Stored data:
__________________________________________________

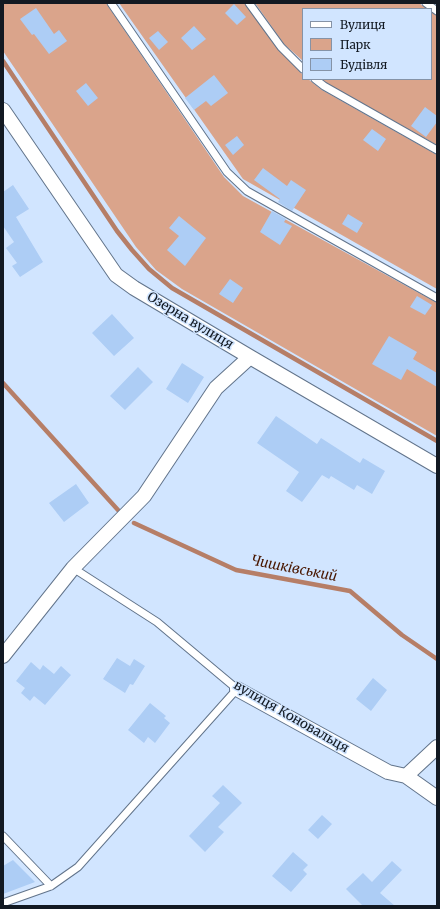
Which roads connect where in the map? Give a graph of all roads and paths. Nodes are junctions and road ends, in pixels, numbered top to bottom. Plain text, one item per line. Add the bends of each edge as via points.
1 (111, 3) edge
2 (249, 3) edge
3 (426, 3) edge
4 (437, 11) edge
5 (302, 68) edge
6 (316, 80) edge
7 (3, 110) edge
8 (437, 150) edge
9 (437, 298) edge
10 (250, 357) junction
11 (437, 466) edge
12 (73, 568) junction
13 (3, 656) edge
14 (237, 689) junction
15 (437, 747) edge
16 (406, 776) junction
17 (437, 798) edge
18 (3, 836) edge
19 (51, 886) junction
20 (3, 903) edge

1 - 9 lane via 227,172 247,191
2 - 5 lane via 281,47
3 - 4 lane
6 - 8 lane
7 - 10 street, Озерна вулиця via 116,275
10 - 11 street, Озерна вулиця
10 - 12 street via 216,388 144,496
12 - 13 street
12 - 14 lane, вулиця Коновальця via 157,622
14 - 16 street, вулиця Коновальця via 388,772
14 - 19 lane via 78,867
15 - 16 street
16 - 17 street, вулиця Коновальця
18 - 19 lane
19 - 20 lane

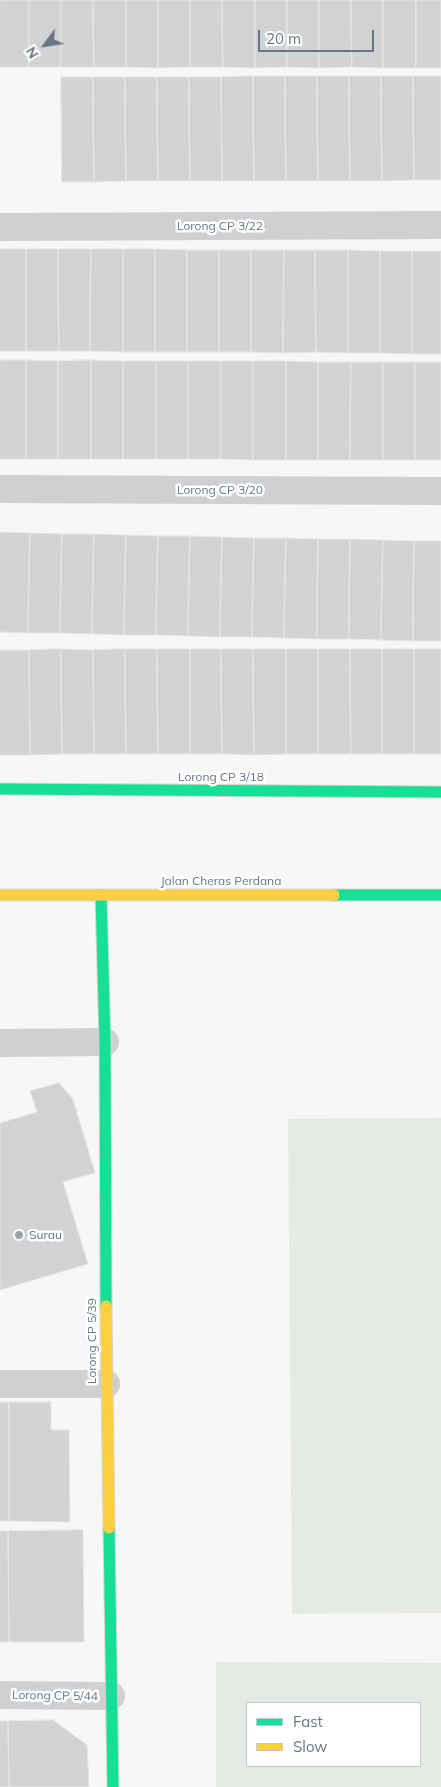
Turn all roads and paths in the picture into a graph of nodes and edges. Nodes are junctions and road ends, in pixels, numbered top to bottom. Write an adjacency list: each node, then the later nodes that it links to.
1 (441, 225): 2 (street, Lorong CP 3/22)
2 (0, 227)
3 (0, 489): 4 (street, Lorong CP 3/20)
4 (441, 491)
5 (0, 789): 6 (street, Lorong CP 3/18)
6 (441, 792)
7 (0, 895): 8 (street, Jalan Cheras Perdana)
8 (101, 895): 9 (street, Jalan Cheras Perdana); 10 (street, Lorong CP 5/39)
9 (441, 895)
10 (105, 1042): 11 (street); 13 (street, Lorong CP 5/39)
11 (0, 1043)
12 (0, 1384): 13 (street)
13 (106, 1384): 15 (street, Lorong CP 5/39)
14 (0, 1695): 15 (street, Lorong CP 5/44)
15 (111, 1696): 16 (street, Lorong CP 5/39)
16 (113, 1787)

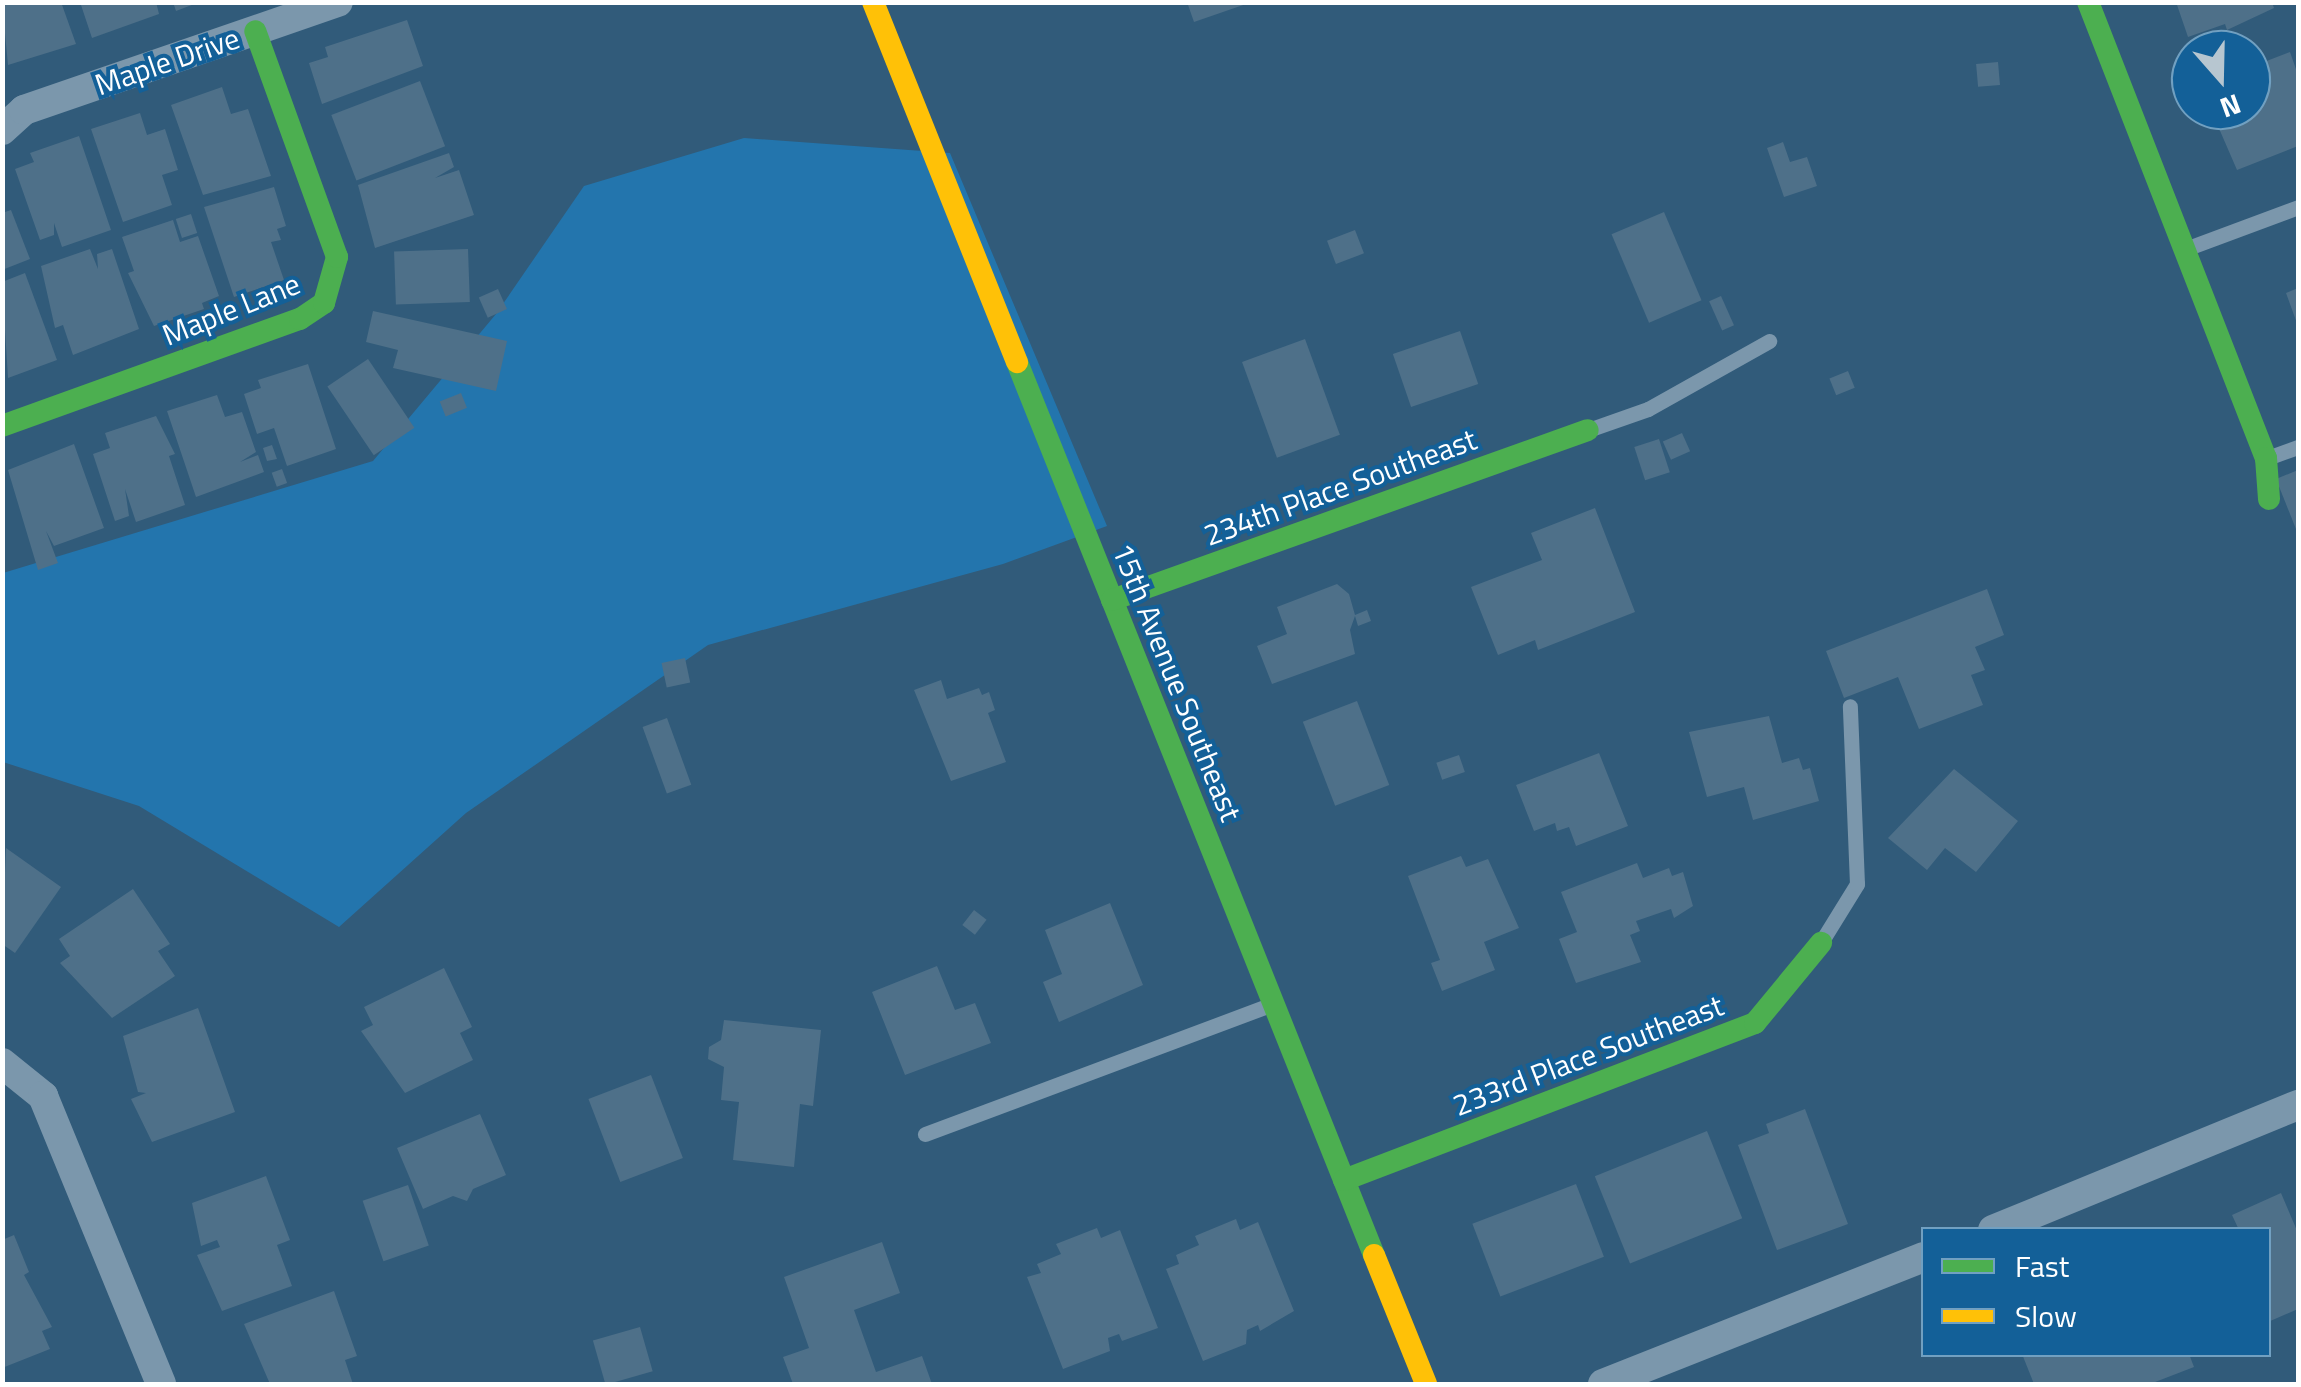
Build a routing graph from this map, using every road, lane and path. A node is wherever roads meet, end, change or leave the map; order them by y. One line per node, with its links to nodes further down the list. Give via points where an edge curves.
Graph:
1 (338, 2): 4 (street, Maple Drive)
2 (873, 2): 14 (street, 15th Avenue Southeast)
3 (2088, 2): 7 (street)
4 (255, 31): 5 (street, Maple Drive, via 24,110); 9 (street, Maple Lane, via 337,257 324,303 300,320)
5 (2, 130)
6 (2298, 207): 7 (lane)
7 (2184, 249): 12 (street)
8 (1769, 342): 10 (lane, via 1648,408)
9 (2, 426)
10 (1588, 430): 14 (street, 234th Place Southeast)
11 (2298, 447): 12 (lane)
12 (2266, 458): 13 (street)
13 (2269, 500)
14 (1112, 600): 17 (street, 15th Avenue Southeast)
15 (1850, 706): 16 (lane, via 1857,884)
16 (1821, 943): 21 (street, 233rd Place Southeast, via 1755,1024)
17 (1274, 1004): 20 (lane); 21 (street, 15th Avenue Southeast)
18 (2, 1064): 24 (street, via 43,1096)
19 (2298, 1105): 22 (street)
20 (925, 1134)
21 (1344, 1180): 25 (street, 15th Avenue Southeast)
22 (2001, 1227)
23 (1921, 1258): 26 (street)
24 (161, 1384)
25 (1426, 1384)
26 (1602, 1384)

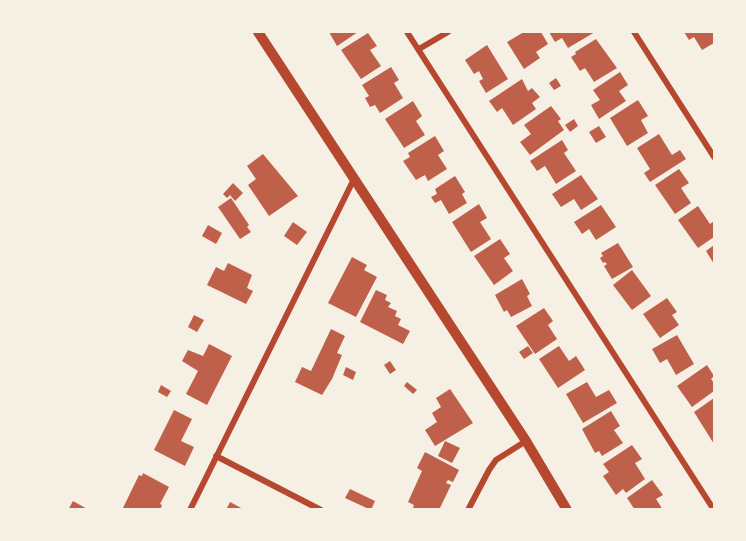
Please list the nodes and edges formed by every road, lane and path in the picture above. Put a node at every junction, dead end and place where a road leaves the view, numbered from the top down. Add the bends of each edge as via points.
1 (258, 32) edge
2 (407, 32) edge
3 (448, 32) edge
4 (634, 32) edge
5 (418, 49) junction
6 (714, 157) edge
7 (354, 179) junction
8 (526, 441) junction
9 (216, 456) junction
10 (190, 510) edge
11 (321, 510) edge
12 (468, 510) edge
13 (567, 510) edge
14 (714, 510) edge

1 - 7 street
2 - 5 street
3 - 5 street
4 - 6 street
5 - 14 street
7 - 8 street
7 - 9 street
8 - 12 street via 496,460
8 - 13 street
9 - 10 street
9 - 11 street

__________________________________________________

Copy out all the data above exactly, pictures excluded.

Which roads connect where in the map? Give a graph of all roads and paths. Nodes are junctions and road ends, in pixels, numbered top to bottom. Plain text, one item per line. Add the bends of each edge as via points.
1 (111, 3) edge
2 (249, 3) edge
3 (426, 3) edge
4 (437, 11) edge
5 (302, 68) edge
6 (316, 80) edge
7 (3, 110) edge
8 (437, 150) edge
9 (437, 298) edge
10 (250, 357) junction
11 (437, 466) edge
12 (73, 568) junction
13 (3, 656) edge
14 (237, 689) junction
15 (437, 747) edge
16 (406, 776) junction
17 (437, 798) edge
18 (3, 836) edge
19 (51, 886) junction
20 (3, 903) edge

1 - 9 lane via 227,172 247,191
2 - 5 lane via 281,47
3 - 4 lane
6 - 8 lane
7 - 10 street, Озерна вулиця via 116,275
10 - 11 street, Озерна вулиця
10 - 12 street via 216,388 144,496
12 - 13 street
12 - 14 lane, вулиця Коновальця via 157,622
14 - 16 street, вулиця Коновальця via 388,772
14 - 19 lane via 78,867
15 - 16 street
16 - 17 street, вулиця Коновальця
18 - 19 lane
19 - 20 lane

Turn all roads and paths in the picture into a graph of nodes and edges. Nodes are junctions and road ends, in pixels, numbered top to bottom. Write an adjacency list: each node, then the later nodes that it links to.
1 (441, 225): 2 (street, Lorong CP 3/22)
2 (0, 227)
3 (0, 489): 4 (street, Lorong CP 3/20)
4 (441, 491)
5 (0, 789): 6 (street, Lorong CP 3/18)
6 (441, 792)
7 (0, 895): 8 (street, Jalan Cheras Perdana)
8 (101, 895): 9 (street, Jalan Cheras Perdana); 10 (street, Lorong CP 5/39)
9 (441, 895)
10 (105, 1042): 11 (street); 13 (street, Lorong CP 5/39)
11 (0, 1043)
12 (0, 1384): 13 (street)
13 (106, 1384): 15 (street, Lorong CP 5/39)
14 (0, 1695): 15 (street, Lorong CP 5/44)
15 (111, 1696): 16 (street, Lorong CP 5/39)
16 (113, 1787)

Build a routing graph from this map, using every road, lane and path. A node is wherever roads meet, end, change or leave the map; order them by y. One line per node, with its links to nodes further down the list. Give via points where an edge curves.
Graph:
1 (338, 2): 4 (street, Maple Drive)
2 (873, 2): 14 (street, 15th Avenue Southeast)
3 (2088, 2): 7 (street)
4 (255, 31): 5 (street, Maple Drive, via 24,110); 9 (street, Maple Lane, via 337,257 324,303 300,320)
5 (2, 130)
6 (2298, 207): 7 (lane)
7 (2184, 249): 12 (street)
8 (1769, 342): 10 (lane, via 1648,408)
9 (2, 426)
10 (1588, 430): 14 (street, 234th Place Southeast)
11 (2298, 447): 12 (lane)
12 (2266, 458): 13 (street)
13 (2269, 500)
14 (1112, 600): 17 (street, 15th Avenue Southeast)
15 (1850, 706): 16 (lane, via 1857,884)
16 (1821, 943): 21 (street, 233rd Place Southeast, via 1755,1024)
17 (1274, 1004): 20 (lane); 21 (street, 15th Avenue Southeast)
18 (2, 1064): 24 (street, via 43,1096)
19 (2298, 1105): 22 (street)
20 (925, 1134)
21 (1344, 1180): 25 (street, 15th Avenue Southeast)
22 (2001, 1227)
23 (1921, 1258): 26 (street)
24 (161, 1384)
25 (1426, 1384)
26 (1602, 1384)

Please list the nodes and edges formed by every road, lane and path in the picture above. Put a node at every junction, dead end and place where a road leaves the view, numbered from the top down. Add the bends of each edge as via points.
1 (258, 32) edge
2 (407, 32) edge
3 (448, 32) edge
4 (634, 32) edge
5 (418, 49) junction
6 (714, 157) edge
7 (354, 179) junction
8 (526, 441) junction
9 (216, 456) junction
10 (190, 510) edge
11 (321, 510) edge
12 (468, 510) edge
13 (567, 510) edge
14 (714, 510) edge

1 - 7 street
2 - 5 street
3 - 5 street
4 - 6 street
5 - 14 street
7 - 8 street
7 - 9 street
8 - 12 street via 496,460
8 - 13 street
9 - 10 street
9 - 11 street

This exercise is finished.